Though prior work has laid a solid theoretical foundation for the investigation of students' SRL behaviors in college geoscience courses, only the first tentative steps toward identifying best practices in supporting student SRL strategy use have been undertaken. Future work should seek to identify several important, step-wise, phenomena that influence student SRL behavior. For example, we should seek to determine the suite of metacognitive skills undergraduate students bring to an introductory geoscience course due to the importance of metacognition in driving effective SRL behaviors. Additional work could then solicit student rationale for the selection of various study strategies.
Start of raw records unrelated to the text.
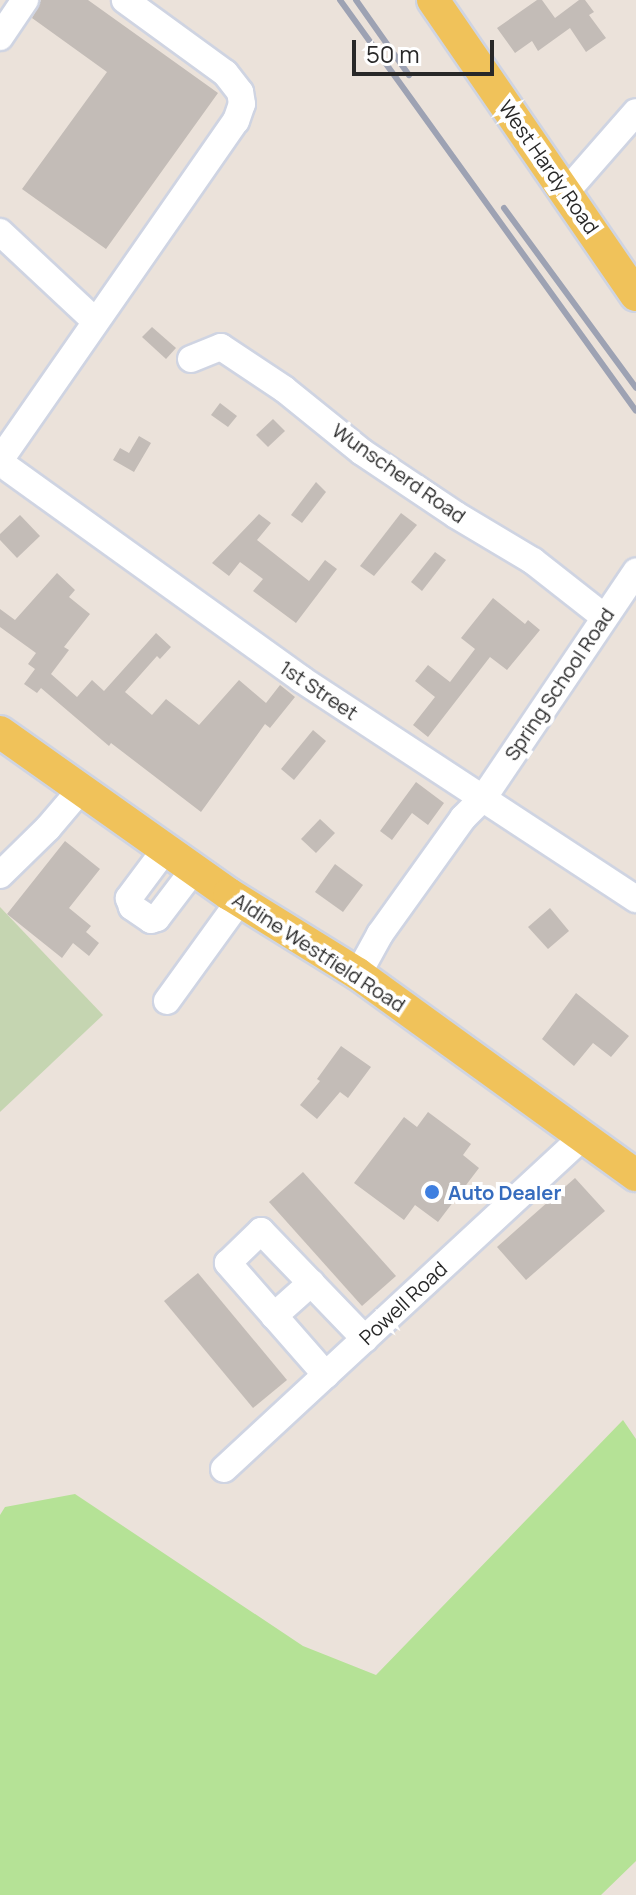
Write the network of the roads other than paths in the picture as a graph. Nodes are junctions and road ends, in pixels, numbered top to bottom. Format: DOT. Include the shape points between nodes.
graph roads {
  1 [pos="25,0"];
  2 [pos="125,0"];
  3 [pos="433,0"];
  4 [pos="0,37"];
  5 [pos="636,112"];
  6 [pos="566,192"];
  7 [pos="0,232"];
  8 [pos="636,295"];
  9 [pos="94,320"];
  10 [pos="191,359"];
  11 [pos="5,465"];
  12 [pos="636,572"];
  13 [pos="603,616"];
  14 [pos="0,732"];
  15 [pos="82,788"];
  16 [pos="484,797"];
  17 [pos="167,847"];
  18 [pos="195,868"];
  19 [pos="0,875"];
  20 [pos="636,899"];
  21 [pos="240,900"];
  22 [pos="358,974"];
  23 [pos="167,1001"];
  24 [pos="581,1138"];
  25 [pos="636,1175"];
  26 [pos="311,1283"];
  27 [pos="274,1316"];
  28 [pos="365,1339"];
  29 [pos="326,1375"];
  30 [pos="224,1469"];
  1 -- 4 [label="street"];
  2 -- 9 [label="street" via="225,73 240,92 242,104 236,121"];
  3 -- 6 [label="main road, West Hardy Road"];
  5 -- 6 [label="street"];
  6 -- 8 [label="main road, West Hardy Road"];
  7 -- 9 [label="street"];
  9 -- 11 [label="street"];
  10 -- 13 [label="street, Wunscherd Road" via="221,347 362,452 533,561"];
  11 -- 16 [label="street, 1st Street" via="301,679"];
  12 -- 13 [label="street, Spring School Road"];
  13 -- 16 [label="street, Spring School Road"];
  14 -- 15 [label="main road, Aldine Westfield Road"];
  15 -- 17 [label="main road, Aldine Westfield Road"];
  15 -- 19 [label="street"];
  16 -- 20 [label="street, 1st Street"];
  16 -- 22 [label="street, Spring School Road" via="473,825 389,942"];
  17 -- 18 [label="main road, Aldine Westfield Road"];
  17 -- 18 [label="street" via="129,898 132,907 151,920 157,918"];
  18 -- 21 [label="main road, Aldine Westfield Road"];
  21 -- 22 [label="main road, Aldine Westfield Road"];
  21 -- 23 [label="street"];
  22 -- 24 [label="main road, Aldine Westfield Road"];
  24 -- 25 [label="main road, Aldine Westfield Road"];
  24 -- 28 [label="street, Powell Road"];
  26 -- 27 [label="street"];
  26 -- 27 [label="street" via="261,1231 228,1263"];
  26 -- 28 [label="street"];
  27 -- 29 [label="street"];
  28 -- 29 [label="street, Powell Road"];
  29 -- 30 [label="street, Powell Road"];
}
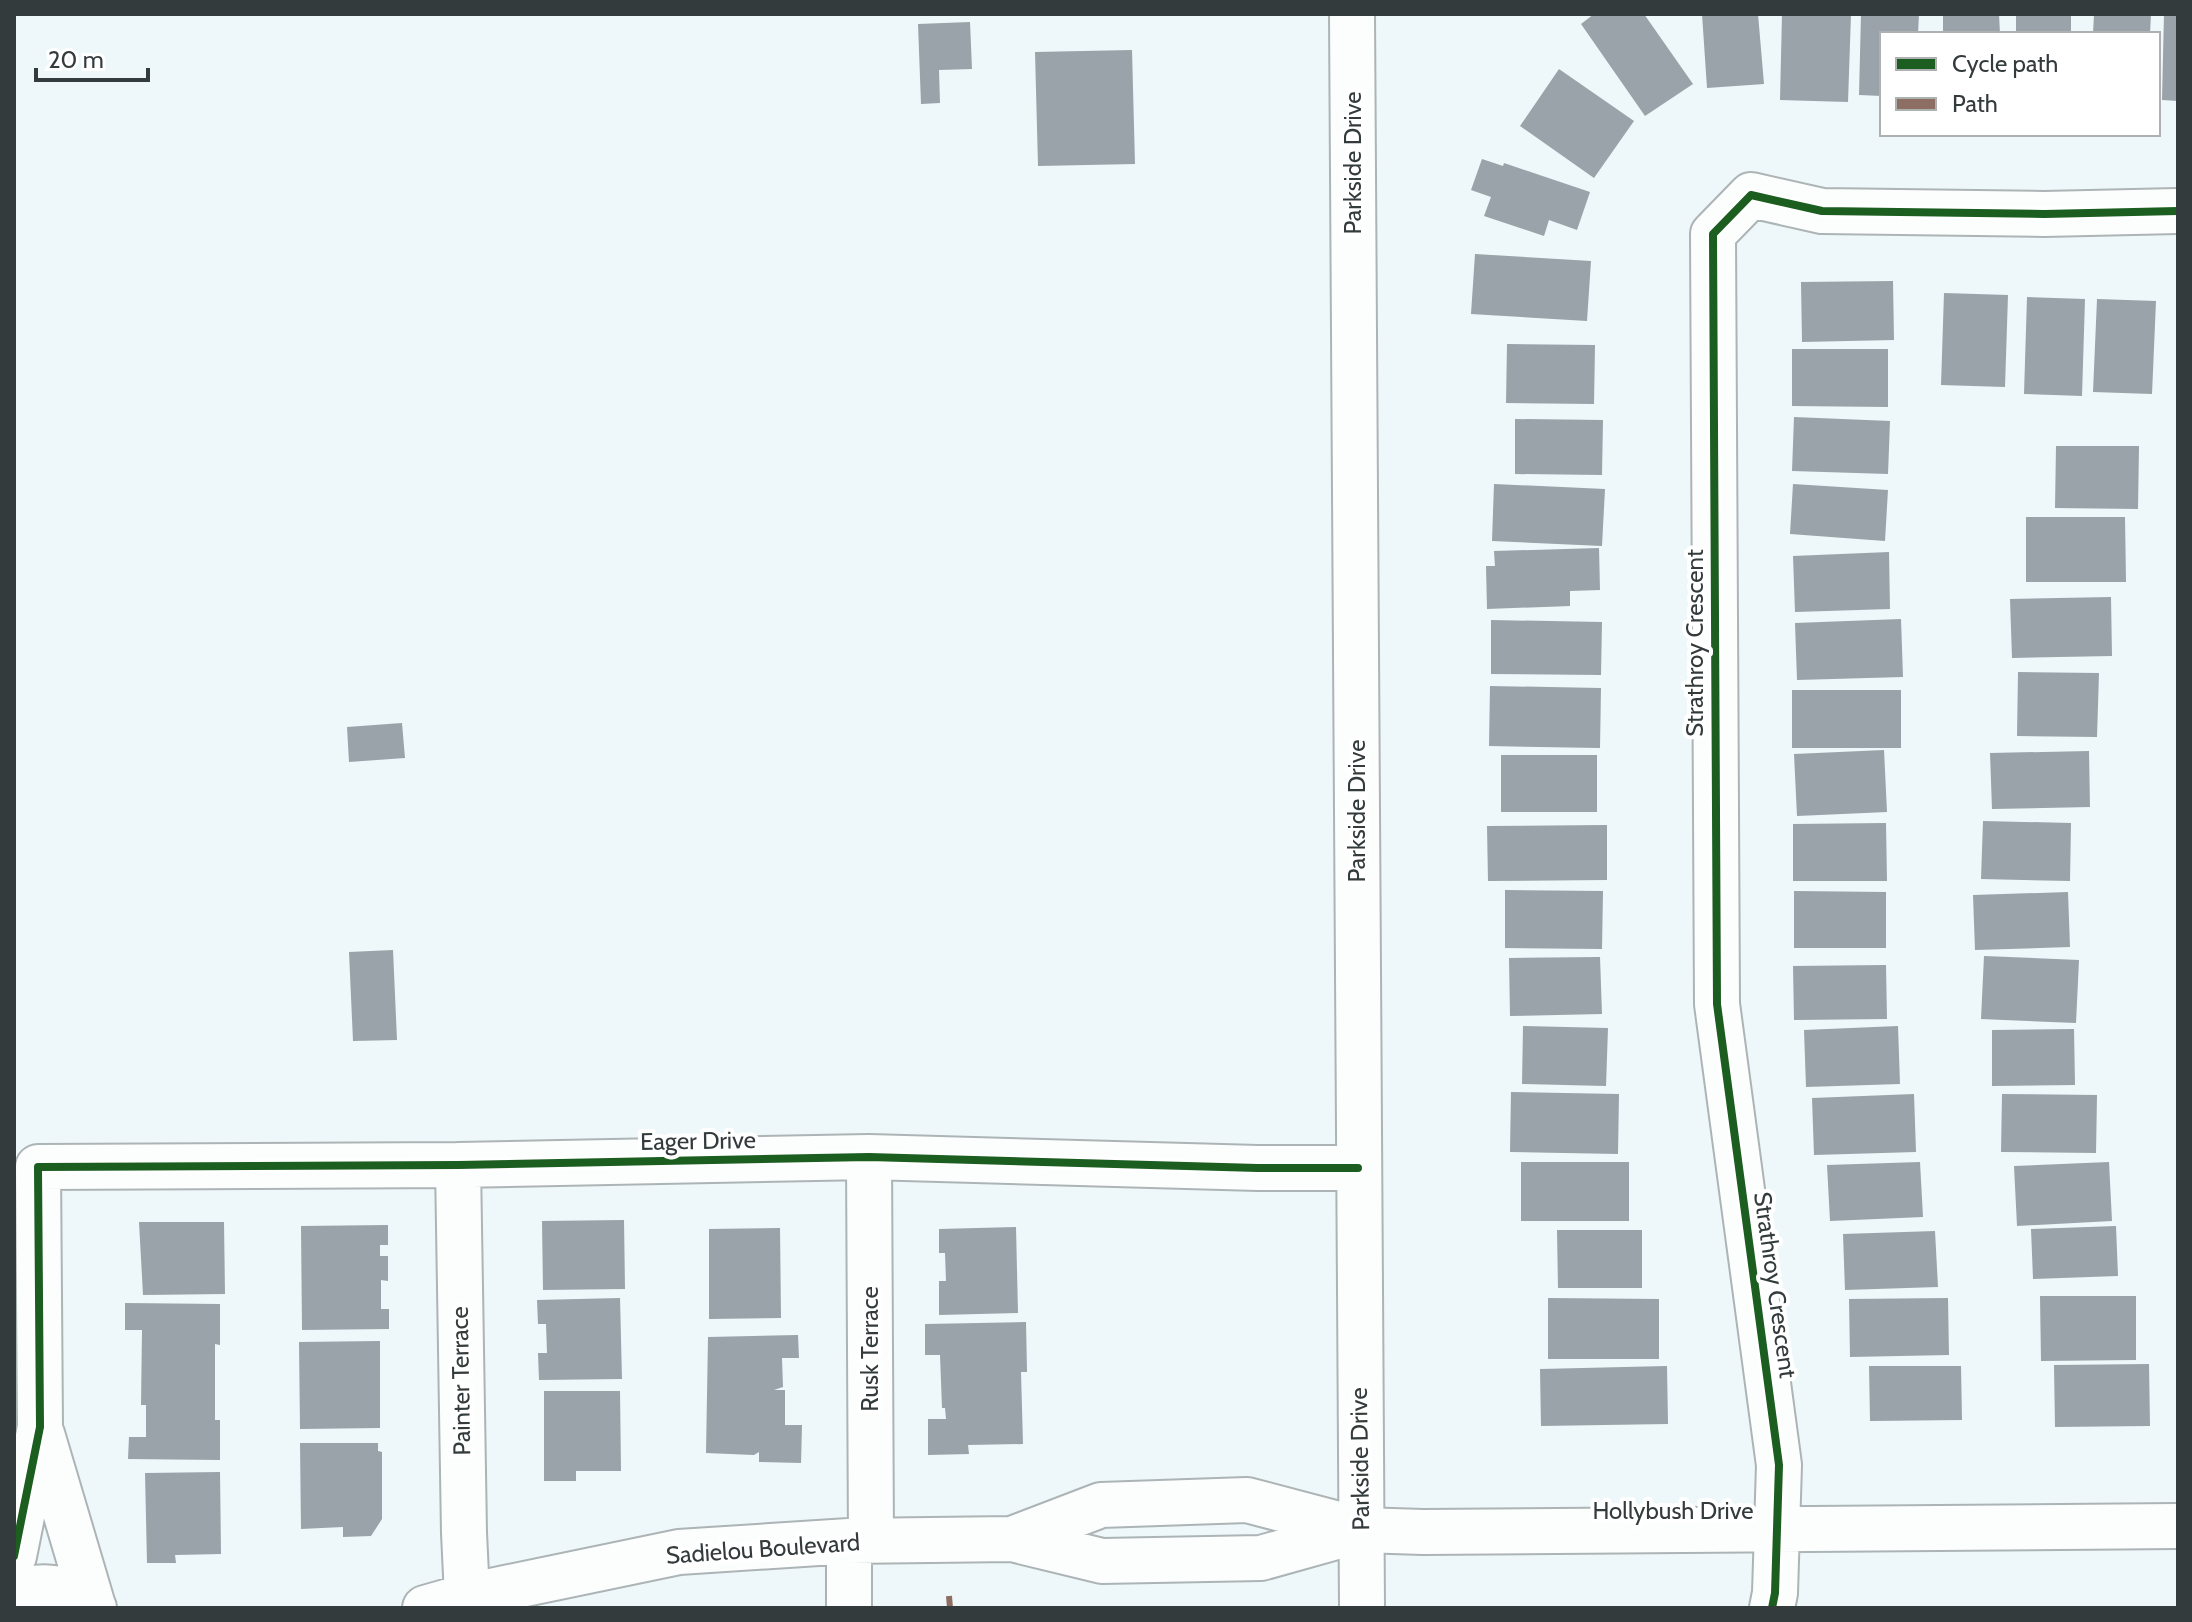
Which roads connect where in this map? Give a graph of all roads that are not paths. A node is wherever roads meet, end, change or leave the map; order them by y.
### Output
1 (1352, 14) edge
2 (2178, 211) edge
3 (869, 1157) junction
4 (458, 1165) junction
5 (1358, 1168) junction
6 (40, 1427) junction
7 (2178, 1526) edge
8 (1361, 1530) junction
9 (1778, 1530) junction
10 (1012, 1539) junction
11 (860, 1540) junction
12 (14, 1556) edge
13 (14, 1594) edge
14 (467, 1596) junction
15 (94, 1607) edge
16 (425, 1608) edge
17 (849, 1608) edge
18 (1362, 1608) edge
19 (1772, 1608) edge

1 - 5 street, Parkside Drive
2 - 9 street, Strathroy Crescent
3 - 4 street, Eager Drive
3 - 5 street, Eager Drive
3 - 11 street, Rusk Terrace
4 - 6 street, Eager Drive
4 - 14 street, Painter Terrace
5 - 8 street, Parkside Drive
6 - 12 street
6 - 15 street
7 - 9 street, Hollybush Drive
8 - 9 street, Hollybush Drive
8 - 10 street, Sadielou Boulevard
8 - 10 street, Sadielou Boulevard
8 - 18 street, Parkside Drive
9 - 19 street
10 - 11 street, Sadielou Boulevard
11 - 14 street, Sadielou Boulevard
11 - 17 street, Rusk Terrace
13 - 15 street
14 - 16 street, Sadielou Boulevard

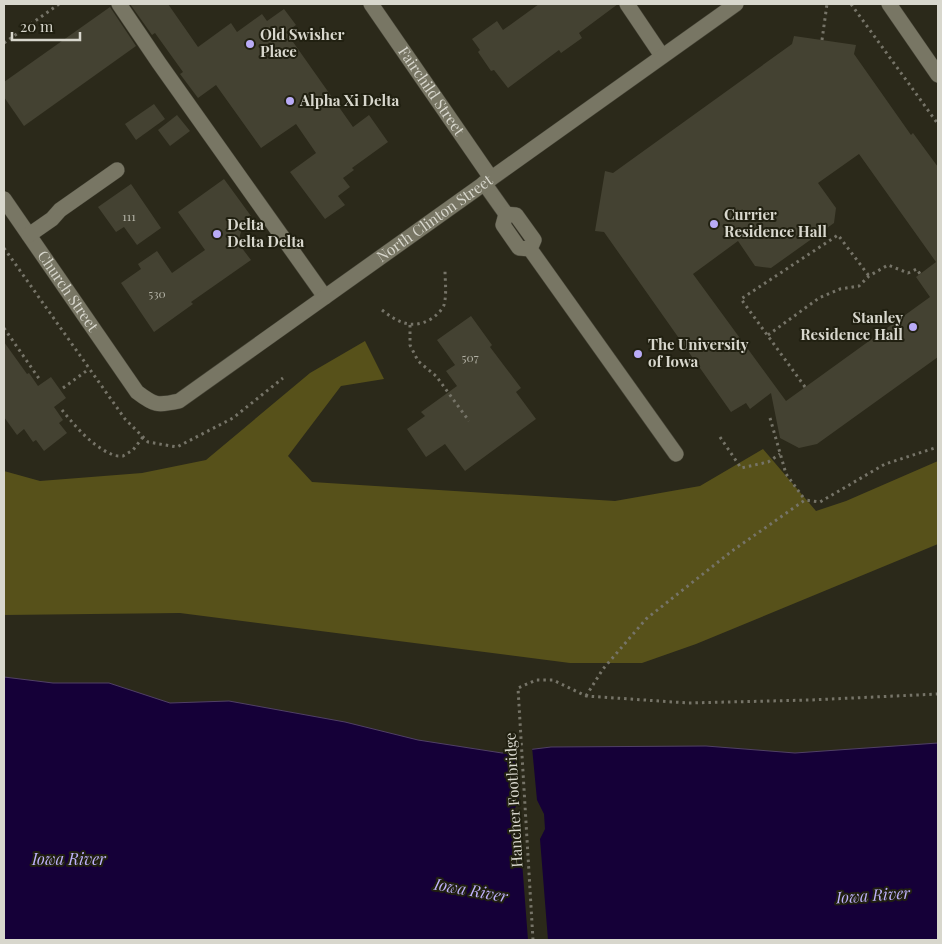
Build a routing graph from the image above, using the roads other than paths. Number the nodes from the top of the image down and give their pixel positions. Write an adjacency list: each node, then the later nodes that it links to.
1 (119, 4): 12 (street)
2 (371, 4): 9 (street, Fairchild Street)
3 (627, 4): 6 (street)
4 (736, 4): 6 (street, North Clinton Street)
5 (889, 4): 7 (street)
6 (662, 56): 9 (street, North Clinton Street)
7 (938, 75)
8 (117, 170): 11 (street)
9 (488, 181): 12 (street, North Clinton Street); 14 (street, Fairchild Street)
10 (4, 199): 11 (street, Church Street)
11 (29, 235): 13 (street, Church Street)
12 (325, 297): 13 (street, North Clinton Street)
13 (131, 383)
14 (676, 454)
Finally, we could investigate what kind of instructor-led interventions could potentially "level the playing field" by promoting students SRL abilities for not only general success in the course but for increased opportunity for equity in instruction. Though these pursuits could be approached via traditional (e.g., survey-based) data collection activities, with the rise and proliferation of new educational technology we encourage geoscience education researchers to "think outside the survey" and seek additional data sources that capture a more-authentic record of behavior (e.g., online trace data, etc.). Given the potential benefits for both geoscience students and geoscience education research, we encourage geoscience educators and geoscience education researchers alike to support SRL interventions to potentially improve student learning.